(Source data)

====

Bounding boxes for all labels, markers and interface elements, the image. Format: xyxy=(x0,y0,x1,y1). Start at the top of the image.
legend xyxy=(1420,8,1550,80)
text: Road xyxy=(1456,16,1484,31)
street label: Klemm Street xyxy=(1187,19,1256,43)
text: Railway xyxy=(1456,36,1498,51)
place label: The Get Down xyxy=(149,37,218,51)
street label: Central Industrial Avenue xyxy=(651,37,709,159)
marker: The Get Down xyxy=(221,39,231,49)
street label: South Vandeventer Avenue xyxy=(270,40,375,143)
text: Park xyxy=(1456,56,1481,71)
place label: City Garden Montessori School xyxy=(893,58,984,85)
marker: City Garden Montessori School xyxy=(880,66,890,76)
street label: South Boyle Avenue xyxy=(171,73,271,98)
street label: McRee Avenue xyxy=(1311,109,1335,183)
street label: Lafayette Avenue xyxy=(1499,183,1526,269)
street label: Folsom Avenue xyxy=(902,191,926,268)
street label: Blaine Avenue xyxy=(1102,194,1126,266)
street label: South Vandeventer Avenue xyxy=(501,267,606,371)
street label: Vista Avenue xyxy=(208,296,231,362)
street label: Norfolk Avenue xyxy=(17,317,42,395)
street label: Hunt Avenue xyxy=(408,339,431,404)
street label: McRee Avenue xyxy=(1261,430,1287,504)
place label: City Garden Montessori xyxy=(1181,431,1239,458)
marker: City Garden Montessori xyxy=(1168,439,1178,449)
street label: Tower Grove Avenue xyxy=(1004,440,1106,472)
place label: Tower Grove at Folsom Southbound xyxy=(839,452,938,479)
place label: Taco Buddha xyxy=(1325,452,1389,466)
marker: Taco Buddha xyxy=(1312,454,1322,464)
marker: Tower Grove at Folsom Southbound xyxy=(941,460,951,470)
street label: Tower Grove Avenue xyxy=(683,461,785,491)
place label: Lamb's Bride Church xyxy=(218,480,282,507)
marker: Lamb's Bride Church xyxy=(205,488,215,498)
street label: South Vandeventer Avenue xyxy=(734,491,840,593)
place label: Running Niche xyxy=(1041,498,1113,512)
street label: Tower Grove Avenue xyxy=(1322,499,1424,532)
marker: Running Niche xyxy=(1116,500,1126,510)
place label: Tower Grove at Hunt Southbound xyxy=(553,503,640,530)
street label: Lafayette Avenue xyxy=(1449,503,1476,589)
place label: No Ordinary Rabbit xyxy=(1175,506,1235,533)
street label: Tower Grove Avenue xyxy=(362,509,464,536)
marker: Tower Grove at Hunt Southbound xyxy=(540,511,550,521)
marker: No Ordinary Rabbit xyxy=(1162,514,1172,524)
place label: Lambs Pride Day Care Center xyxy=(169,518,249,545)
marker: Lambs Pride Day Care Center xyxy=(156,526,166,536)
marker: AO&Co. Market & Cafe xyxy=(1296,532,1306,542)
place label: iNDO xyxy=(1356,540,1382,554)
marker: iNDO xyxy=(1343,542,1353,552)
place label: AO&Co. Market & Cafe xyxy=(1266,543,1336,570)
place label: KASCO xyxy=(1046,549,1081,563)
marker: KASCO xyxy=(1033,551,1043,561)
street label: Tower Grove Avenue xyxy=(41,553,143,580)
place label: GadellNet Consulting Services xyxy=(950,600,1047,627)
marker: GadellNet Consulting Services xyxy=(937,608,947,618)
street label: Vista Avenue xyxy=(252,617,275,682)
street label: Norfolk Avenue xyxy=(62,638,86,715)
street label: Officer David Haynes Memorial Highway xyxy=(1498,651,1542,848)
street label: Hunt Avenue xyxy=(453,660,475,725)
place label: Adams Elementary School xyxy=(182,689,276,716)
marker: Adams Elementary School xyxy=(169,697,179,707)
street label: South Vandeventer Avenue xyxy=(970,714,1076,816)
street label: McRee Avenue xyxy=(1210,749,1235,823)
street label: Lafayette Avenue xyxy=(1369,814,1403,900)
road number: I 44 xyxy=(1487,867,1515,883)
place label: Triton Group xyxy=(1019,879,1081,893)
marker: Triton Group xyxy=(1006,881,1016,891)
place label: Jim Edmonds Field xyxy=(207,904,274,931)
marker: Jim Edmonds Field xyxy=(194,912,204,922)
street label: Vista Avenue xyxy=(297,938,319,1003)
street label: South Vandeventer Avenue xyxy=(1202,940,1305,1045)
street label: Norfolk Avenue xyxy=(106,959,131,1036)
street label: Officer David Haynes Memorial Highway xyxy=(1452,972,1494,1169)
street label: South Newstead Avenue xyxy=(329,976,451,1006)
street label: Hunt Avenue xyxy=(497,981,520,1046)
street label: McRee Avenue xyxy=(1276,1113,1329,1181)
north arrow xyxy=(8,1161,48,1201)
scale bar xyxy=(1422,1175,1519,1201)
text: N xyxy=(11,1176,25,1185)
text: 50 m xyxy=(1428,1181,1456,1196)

====

■ Task brief ■
Retype the records, line for line.

■ Answer below ■
Bounding boxes for all labels, markers and interface elements, the image. Format: xyxy=(x0,y0,x1,y1). Start at the top of the image.
legend xyxy=(1420,8,1550,80)
text: Road xyxy=(1456,16,1484,31)
street label: Klemm Street xyxy=(1187,19,1256,43)
text: Railway xyxy=(1456,36,1498,51)
place label: The Get Down xyxy=(149,37,218,51)
street label: Central Industrial Avenue xyxy=(651,37,709,159)
marker: The Get Down xyxy=(221,39,231,49)
street label: South Vandeventer Avenue xyxy=(270,40,375,143)
text: Park xyxy=(1456,56,1481,71)
place label: City Garden Montessori School xyxy=(893,58,984,85)
marker: City Garden Montessori School xyxy=(880,66,890,76)
street label: South Boyle Avenue xyxy=(171,73,271,98)
street label: McRee Avenue xyxy=(1311,109,1335,183)
street label: Lafayette Avenue xyxy=(1499,183,1526,269)
street label: Folsom Avenue xyxy=(902,191,926,268)
street label: Blaine Avenue xyxy=(1102,194,1126,266)
street label: South Vandeventer Avenue xyxy=(501,267,606,371)
street label: Vista Avenue xyxy=(208,296,231,362)
street label: Norfolk Avenue xyxy=(17,317,42,395)
street label: Hunt Avenue xyxy=(408,339,431,404)
street label: McRee Avenue xyxy=(1261,430,1287,504)
place label: City Garden Montessori xyxy=(1181,431,1239,458)
marker: City Garden Montessori xyxy=(1168,439,1178,449)
street label: Tower Grove Avenue xyxy=(1004,440,1106,472)
place label: Tower Grove at Folsom Southbound xyxy=(839,452,938,479)
place label: Taco Buddha xyxy=(1325,452,1389,466)
marker: Taco Buddha xyxy=(1312,454,1322,464)
marker: Tower Grove at Folsom Southbound xyxy=(941,460,951,470)
street label: Tower Grove Avenue xyxy=(683,461,785,491)
place label: Lamb's Bride Church xyxy=(218,480,282,507)
marker: Lamb's Bride Church xyxy=(205,488,215,498)
street label: South Vandeventer Avenue xyxy=(734,491,840,593)
place label: Running Niche xyxy=(1041,498,1113,512)
street label: Tower Grove Avenue xyxy=(1322,499,1424,532)
marker: Running Niche xyxy=(1116,500,1126,510)
place label: Tower Grove at Hunt Southbound xyxy=(553,503,640,530)
street label: Lafayette Avenue xyxy=(1449,503,1476,589)
place label: No Ordinary Rabbit xyxy=(1175,506,1235,533)
street label: Tower Grove Avenue xyxy=(362,509,464,536)
marker: Tower Grove at Hunt Southbound xyxy=(540,511,550,521)
marker: No Ordinary Rabbit xyxy=(1162,514,1172,524)
place label: Lambs Pride Day Care Center xyxy=(169,518,249,545)
marker: Lambs Pride Day Care Center xyxy=(156,526,166,536)
marker: AO&Co. Market & Cafe xyxy=(1296,532,1306,542)
place label: iNDO xyxy=(1356,540,1382,554)
marker: iNDO xyxy=(1343,542,1353,552)
place label: AO&Co. Market & Cafe xyxy=(1266,543,1336,570)
place label: KASCO xyxy=(1046,549,1081,563)
marker: KASCO xyxy=(1033,551,1043,561)
street label: Tower Grove Avenue xyxy=(41,553,143,580)
place label: GadellNet Consulting Services xyxy=(950,600,1047,627)
marker: GadellNet Consulting Services xyxy=(937,608,947,618)
street label: Vista Avenue xyxy=(252,617,275,682)
street label: Norfolk Avenue xyxy=(62,638,86,715)
street label: Officer David Haynes Memorial Highway xyxy=(1498,651,1542,848)
street label: Hunt Avenue xyxy=(453,660,475,725)
place label: Adams Elementary School xyxy=(182,689,276,716)
marker: Adams Elementary School xyxy=(169,697,179,707)
street label: South Vandeventer Avenue xyxy=(970,714,1076,816)
street label: McRee Avenue xyxy=(1210,749,1235,823)
street label: Lafayette Avenue xyxy=(1369,814,1403,900)
road number: I 44 xyxy=(1487,867,1515,883)
place label: Triton Group xyxy=(1019,879,1081,893)
marker: Triton Group xyxy=(1006,881,1016,891)
place label: Jim Edmonds Field xyxy=(207,904,274,931)
marker: Jim Edmonds Field xyxy=(194,912,204,922)
street label: Vista Avenue xyxy=(297,938,319,1003)
street label: South Vandeventer Avenue xyxy=(1202,940,1305,1045)
street label: Norfolk Avenue xyxy=(106,959,131,1036)
street label: Officer David Haynes Memorial Highway xyxy=(1452,972,1494,1169)
street label: South Newstead Avenue xyxy=(329,976,451,1006)
street label: Hunt Avenue xyxy=(497,981,520,1046)
street label: McRee Avenue xyxy=(1276,1113,1329,1181)
north arrow xyxy=(8,1161,48,1201)
scale bar xyxy=(1422,1175,1519,1201)
text: N xyxy=(11,1176,25,1185)
text: 50 m xyxy=(1428,1181,1456,1196)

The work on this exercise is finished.